#### RECORDS FOR PROCESSING
-- Opening Marker --

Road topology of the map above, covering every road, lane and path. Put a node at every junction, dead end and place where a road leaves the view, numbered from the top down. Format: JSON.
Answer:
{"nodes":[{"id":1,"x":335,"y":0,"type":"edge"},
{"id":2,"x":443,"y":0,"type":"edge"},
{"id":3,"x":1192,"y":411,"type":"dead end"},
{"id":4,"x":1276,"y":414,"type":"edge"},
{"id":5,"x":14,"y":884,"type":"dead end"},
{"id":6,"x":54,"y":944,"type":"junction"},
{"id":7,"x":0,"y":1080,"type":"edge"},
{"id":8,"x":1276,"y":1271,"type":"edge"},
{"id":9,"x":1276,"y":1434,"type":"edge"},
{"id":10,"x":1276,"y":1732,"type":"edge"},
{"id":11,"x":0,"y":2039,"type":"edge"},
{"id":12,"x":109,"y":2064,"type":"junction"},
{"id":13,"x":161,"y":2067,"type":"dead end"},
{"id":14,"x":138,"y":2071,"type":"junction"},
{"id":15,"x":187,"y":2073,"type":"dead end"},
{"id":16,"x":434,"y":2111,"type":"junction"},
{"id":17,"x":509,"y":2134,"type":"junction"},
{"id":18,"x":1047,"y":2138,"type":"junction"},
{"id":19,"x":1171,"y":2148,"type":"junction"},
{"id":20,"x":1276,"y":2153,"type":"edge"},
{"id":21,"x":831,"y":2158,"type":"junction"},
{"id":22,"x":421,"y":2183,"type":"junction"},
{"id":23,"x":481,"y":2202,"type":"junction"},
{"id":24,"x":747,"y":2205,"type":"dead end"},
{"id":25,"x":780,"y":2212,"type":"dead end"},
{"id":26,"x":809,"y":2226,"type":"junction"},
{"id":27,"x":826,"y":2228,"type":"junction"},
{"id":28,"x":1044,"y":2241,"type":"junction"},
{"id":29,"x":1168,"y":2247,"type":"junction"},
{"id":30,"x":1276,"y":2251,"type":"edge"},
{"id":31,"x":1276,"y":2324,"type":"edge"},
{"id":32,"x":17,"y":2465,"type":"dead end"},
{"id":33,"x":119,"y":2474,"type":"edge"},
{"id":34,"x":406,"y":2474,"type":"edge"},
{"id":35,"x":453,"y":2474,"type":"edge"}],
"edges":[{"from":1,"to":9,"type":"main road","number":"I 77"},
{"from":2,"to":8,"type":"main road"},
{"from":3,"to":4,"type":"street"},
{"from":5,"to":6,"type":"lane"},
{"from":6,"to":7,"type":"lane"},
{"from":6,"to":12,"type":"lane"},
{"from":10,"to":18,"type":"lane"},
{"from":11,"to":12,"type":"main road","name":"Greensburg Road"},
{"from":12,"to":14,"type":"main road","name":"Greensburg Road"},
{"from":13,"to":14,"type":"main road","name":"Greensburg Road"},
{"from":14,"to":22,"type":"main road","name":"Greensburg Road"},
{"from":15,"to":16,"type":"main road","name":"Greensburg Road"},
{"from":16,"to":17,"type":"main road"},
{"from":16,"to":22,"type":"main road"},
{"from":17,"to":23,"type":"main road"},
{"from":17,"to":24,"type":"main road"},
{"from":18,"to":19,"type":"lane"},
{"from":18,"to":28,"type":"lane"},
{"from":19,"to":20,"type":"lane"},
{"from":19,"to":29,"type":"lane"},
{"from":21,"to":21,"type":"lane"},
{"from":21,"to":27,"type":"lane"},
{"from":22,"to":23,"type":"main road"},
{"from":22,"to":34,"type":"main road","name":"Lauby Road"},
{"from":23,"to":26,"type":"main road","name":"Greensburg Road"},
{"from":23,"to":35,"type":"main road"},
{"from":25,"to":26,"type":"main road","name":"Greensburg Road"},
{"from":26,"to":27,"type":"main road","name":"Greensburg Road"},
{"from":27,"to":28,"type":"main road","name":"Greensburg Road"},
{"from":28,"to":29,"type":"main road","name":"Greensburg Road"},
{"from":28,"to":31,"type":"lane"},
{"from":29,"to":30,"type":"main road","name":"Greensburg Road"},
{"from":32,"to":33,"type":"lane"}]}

-- Closing Marker --

Search the preceding listing for "name", then copy every line that holds it.

#### ANSWER TO THE PROBLEM
{"from":11,"to":12,"type":"main road","name":"Greensburg Road"},
{"from":12,"to":14,"type":"main road","name":"Greensburg Road"},
{"from":13,"to":14,"type":"main road","name":"Greensburg Road"},
{"from":14,"to":22,"type":"main road","name":"Greensburg Road"},
{"from":15,"to":16,"type":"main road","name":"Greensburg Road"},
{"from":22,"to":34,"type":"main road","name":"Lauby Road"},
{"from":23,"to":26,"type":"main road","name":"Greensburg Road"},
{"from":25,"to":26,"type":"main road","name":"Greensburg Road"},
{"from":26,"to":27,"type":"main road","name":"Greensburg Road"},
{"from":27,"to":28,"type":"main road","name":"Greensburg Road"},
{"from":28,"to":29,"type":"main road","name":"Greensburg Road"},
{"from":29,"to":30,"type":"main road","name":"Greensburg Road"},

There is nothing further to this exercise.